Dass die Situation nicht mehr so trostlos aussieht, ist aber nicht nur der Natur selber zu verdanken, sondern auch den betroffenen Leuten. Das Lähmende des Schrecks wich rasch dem Bestreben, so rasch wie möglich aufzuräumen, vorweg um nachhaltige Schäden zu vermeiden, aber auch um sich gegen die Trostlosigkeit zur Wehr zu setzen. Forstarbeiter, Bauern, Gärtner, Zivilschutz und Militär machten sich so rasch wie es die zur Verfügung stehenden Hände, Maschinen und finanziellen Mittel zuliessen, unter zum Teil schwierigen und gefährlichen Bedingungen an die Räumungsarbeiten.

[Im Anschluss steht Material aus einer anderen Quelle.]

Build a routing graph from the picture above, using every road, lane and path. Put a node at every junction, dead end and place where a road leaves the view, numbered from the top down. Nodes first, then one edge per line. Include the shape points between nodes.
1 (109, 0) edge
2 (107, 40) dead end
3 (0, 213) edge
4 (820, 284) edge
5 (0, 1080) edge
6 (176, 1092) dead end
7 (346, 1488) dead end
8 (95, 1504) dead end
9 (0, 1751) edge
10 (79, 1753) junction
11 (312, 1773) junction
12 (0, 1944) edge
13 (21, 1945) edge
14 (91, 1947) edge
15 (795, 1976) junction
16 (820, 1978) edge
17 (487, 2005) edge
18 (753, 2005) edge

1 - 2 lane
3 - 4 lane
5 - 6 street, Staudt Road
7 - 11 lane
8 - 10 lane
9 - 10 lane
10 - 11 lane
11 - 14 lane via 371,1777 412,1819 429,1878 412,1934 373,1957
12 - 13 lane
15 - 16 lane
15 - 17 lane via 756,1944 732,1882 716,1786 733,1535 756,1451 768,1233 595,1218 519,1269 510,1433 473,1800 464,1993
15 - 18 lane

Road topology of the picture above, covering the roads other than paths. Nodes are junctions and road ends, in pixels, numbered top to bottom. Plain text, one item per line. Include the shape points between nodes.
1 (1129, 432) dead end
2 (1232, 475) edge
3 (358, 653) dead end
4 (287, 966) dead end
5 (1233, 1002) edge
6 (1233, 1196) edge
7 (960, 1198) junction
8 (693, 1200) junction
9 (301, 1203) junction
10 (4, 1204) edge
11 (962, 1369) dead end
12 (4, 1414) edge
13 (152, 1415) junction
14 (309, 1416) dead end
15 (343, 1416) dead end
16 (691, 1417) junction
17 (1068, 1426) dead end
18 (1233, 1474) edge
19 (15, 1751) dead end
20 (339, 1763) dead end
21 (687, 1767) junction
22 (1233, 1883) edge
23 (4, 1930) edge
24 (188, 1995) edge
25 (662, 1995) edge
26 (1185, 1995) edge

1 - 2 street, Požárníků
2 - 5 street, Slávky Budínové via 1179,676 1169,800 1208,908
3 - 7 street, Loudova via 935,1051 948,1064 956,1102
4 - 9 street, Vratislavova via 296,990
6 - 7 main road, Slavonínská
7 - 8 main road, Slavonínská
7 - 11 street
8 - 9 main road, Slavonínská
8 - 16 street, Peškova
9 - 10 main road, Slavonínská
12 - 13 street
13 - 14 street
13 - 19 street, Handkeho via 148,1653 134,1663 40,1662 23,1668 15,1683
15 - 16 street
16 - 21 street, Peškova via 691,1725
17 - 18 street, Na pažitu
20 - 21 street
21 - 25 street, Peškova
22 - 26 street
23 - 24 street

In der Zwischenzeit ist viel geräumt. Die Wege in den Wäldern von Bern sind grösstenteils wieder begehbar. In den folgenden Wäldern sind die Gefahren auch abseits der Wege eliminiert:

- Wylerwald
- Dählhölzliwald
- Steinhölzliwald
- Schosshaldenwald
- Egghölzliwald
- Schwermenwald.

Angesichts des riesigen Ausmasses der Schäden konnten aber trotz der grossen Anstrengungen, vorweg der Burgergemeinde Bern, auch heute, sechs Monate nach dem Sturm, noch nicht alle Waldgebiete vollständig geräumt werden. So weisen namentlich folgende Wälder noch chaotische Stellen auf:

- Bremgartenwald
- Winterhaldewald
- Rehagwald
- Könizbergwald
- Gäbelbachwald
- Eichholzwald
- Thormannbodenwald
- Reichenbachwald

Diese Stellen sind nach wie vor sehr gefährlich. Die Burgergemeinde der Stadt Bern als Eigentümerin dieser Wälder und die Einwohnergemeinde der Stadt Bern raten deshalb dringend davon ab, nicht geräumte Waldpartien zu begehen oder zu befahren. Bei starkem Wind, Gewittern mit Böen oder nach ergiebigem Regen können ineinander verkeilte Stämme und angerissene Bäume im Nachhinein umstürzen. Da am Boden liegende Bäume oft durch enorme Spannungen an Ort gehalten werden, wird im Weiteren auch ausdrücklich darauf hingewiesen, dass das Ziehen, Turnen und Klettern an Stämmen und Wurzelstöcken lebensgefährlich sein kann. Die Burgergemeinde und die Einwohnergemeinde der Stadt Bern lehnen im Fall einer Missachtung dieser Warnung jegliche Haftung ab.

Die Burgergemeinde und die Einwohnergemeinde der Stadt Bern danken den Waldliebhaberinnen und -liebhabern für das Verständnis, das sie den notwendigen Einschränkungen entgegenbringen. Sie sind aber sicher, dass in den zahlreichen Wäldern rund um Bern trotzdem noch genügend schöne Plätzchen zu finden sind, um erholsame Stunden zu verbringen.